▶ [Task to complete]
Copy every line of the entries that includes the word "Ercilla".

[Stored data]

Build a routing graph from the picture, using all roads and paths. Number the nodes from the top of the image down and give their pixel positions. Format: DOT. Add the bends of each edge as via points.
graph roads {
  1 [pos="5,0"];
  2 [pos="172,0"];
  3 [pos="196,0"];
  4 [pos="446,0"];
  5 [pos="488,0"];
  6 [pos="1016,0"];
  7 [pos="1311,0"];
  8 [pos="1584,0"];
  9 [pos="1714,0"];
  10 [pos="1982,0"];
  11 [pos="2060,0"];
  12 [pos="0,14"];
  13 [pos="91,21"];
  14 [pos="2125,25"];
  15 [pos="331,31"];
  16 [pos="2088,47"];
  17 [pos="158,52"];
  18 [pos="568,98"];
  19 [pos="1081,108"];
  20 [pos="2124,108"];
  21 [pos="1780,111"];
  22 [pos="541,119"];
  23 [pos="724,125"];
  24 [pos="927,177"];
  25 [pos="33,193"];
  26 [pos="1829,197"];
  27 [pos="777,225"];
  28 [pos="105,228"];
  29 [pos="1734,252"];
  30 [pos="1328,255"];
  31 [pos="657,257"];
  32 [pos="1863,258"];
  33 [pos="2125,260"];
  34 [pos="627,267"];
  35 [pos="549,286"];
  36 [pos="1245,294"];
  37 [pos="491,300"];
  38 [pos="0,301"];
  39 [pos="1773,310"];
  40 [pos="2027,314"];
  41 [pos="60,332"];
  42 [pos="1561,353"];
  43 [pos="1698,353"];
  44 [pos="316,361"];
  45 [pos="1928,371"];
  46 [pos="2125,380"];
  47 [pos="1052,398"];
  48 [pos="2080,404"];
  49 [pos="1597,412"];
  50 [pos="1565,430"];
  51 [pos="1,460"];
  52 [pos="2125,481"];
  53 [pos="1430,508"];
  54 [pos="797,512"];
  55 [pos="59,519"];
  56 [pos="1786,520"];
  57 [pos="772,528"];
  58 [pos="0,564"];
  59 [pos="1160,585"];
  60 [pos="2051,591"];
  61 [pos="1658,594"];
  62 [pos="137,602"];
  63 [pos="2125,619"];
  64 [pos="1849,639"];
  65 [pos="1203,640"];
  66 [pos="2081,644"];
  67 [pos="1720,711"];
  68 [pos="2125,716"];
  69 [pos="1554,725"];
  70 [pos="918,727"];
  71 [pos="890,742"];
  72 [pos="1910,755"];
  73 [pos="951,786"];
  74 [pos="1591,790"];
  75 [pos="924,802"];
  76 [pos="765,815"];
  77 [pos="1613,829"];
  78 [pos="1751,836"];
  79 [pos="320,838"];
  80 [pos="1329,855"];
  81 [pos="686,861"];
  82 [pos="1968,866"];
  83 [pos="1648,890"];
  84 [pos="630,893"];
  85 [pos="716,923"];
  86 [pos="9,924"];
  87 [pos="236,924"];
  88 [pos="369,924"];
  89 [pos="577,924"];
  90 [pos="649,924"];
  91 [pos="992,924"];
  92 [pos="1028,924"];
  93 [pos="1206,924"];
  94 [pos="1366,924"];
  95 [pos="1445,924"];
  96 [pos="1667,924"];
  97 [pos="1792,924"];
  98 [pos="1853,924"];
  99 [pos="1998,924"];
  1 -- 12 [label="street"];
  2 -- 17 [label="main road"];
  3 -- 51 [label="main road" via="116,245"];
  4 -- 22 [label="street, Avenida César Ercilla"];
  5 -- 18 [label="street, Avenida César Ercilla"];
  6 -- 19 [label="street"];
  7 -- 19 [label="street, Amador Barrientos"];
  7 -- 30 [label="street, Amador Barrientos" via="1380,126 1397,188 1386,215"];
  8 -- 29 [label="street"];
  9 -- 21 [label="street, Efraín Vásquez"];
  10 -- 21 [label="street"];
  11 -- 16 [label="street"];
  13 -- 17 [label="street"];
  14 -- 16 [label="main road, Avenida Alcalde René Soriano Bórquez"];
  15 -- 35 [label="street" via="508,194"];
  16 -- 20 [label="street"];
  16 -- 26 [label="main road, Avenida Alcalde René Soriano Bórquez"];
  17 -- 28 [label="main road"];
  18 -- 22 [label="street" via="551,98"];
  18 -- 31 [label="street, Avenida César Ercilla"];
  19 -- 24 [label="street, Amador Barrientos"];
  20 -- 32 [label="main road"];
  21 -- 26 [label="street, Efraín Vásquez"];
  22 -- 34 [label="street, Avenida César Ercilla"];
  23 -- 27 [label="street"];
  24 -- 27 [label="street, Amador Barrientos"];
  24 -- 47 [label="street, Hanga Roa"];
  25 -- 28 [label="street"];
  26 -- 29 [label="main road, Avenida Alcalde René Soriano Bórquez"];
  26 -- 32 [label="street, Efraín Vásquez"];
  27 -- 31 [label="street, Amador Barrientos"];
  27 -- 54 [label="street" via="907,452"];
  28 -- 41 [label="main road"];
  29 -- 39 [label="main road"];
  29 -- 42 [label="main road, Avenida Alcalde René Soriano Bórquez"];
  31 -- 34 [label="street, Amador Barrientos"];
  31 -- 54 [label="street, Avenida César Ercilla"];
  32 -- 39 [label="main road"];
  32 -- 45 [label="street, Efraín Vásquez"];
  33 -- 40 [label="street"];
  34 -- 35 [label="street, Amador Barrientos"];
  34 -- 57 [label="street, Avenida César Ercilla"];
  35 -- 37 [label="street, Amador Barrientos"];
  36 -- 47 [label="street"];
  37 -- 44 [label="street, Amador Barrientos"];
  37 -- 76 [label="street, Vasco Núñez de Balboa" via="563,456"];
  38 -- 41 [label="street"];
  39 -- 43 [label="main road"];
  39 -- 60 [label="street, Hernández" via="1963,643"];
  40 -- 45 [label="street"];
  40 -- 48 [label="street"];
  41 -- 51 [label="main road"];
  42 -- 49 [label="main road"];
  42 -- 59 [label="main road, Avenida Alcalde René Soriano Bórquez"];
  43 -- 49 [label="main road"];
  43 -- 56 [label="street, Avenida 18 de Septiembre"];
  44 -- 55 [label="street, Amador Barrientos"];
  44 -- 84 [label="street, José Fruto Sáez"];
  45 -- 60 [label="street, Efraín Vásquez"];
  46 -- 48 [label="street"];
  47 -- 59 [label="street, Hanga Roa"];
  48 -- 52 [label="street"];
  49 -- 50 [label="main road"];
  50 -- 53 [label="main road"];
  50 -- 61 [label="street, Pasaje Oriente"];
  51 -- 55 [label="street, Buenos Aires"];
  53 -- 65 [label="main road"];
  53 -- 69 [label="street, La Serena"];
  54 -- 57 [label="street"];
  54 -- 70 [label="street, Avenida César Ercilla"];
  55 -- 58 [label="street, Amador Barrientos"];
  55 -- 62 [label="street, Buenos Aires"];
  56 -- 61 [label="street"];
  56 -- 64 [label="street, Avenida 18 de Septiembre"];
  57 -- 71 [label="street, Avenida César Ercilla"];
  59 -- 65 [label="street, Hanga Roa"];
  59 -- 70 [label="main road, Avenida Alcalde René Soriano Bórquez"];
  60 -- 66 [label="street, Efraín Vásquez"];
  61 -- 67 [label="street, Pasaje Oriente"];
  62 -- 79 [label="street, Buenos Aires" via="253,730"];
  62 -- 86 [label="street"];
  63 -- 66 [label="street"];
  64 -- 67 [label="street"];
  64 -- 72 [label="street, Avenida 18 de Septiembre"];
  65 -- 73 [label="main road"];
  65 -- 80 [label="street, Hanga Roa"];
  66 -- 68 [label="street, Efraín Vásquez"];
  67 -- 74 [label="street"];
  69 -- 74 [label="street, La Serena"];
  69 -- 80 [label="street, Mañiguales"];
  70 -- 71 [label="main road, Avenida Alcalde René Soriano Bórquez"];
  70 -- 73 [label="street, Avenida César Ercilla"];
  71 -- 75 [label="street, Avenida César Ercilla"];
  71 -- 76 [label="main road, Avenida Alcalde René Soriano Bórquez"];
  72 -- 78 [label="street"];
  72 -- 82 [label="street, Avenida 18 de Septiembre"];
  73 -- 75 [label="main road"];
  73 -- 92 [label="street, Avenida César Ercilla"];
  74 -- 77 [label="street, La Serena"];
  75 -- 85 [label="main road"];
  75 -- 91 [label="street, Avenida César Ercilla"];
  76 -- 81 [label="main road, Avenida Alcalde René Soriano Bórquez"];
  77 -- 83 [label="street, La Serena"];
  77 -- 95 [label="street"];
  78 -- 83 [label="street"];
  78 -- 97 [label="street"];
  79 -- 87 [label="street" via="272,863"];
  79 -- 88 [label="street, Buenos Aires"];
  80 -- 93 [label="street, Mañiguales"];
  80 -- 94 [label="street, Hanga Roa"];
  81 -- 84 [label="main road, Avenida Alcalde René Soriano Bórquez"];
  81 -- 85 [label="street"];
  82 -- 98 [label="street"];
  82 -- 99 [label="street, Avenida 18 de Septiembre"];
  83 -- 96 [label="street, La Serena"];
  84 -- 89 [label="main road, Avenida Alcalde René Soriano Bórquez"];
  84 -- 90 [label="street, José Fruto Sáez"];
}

▶ [Response to the task]
  4 -- 22 [label="street, Avenida César Ercilla"];
  5 -- 18 [label="street, Avenida César Ercilla"];
  18 -- 31 [label="street, Avenida César Ercilla"];
  22 -- 34 [label="street, Avenida César Ercilla"];
  31 -- 54 [label="street, Avenida César Ercilla"];
  34 -- 57 [label="street, Avenida César Ercilla"];
  54 -- 70 [label="street, Avenida César Ercilla"];
  57 -- 71 [label="street, Avenida César Ercilla"];
  70 -- 73 [label="street, Avenida César Ercilla"];
  71 -- 75 [label="street, Avenida César Ercilla"];
  73 -- 92 [label="street, Avenida César Ercilla"];
  75 -- 91 [label="street, Avenida César Ercilla"];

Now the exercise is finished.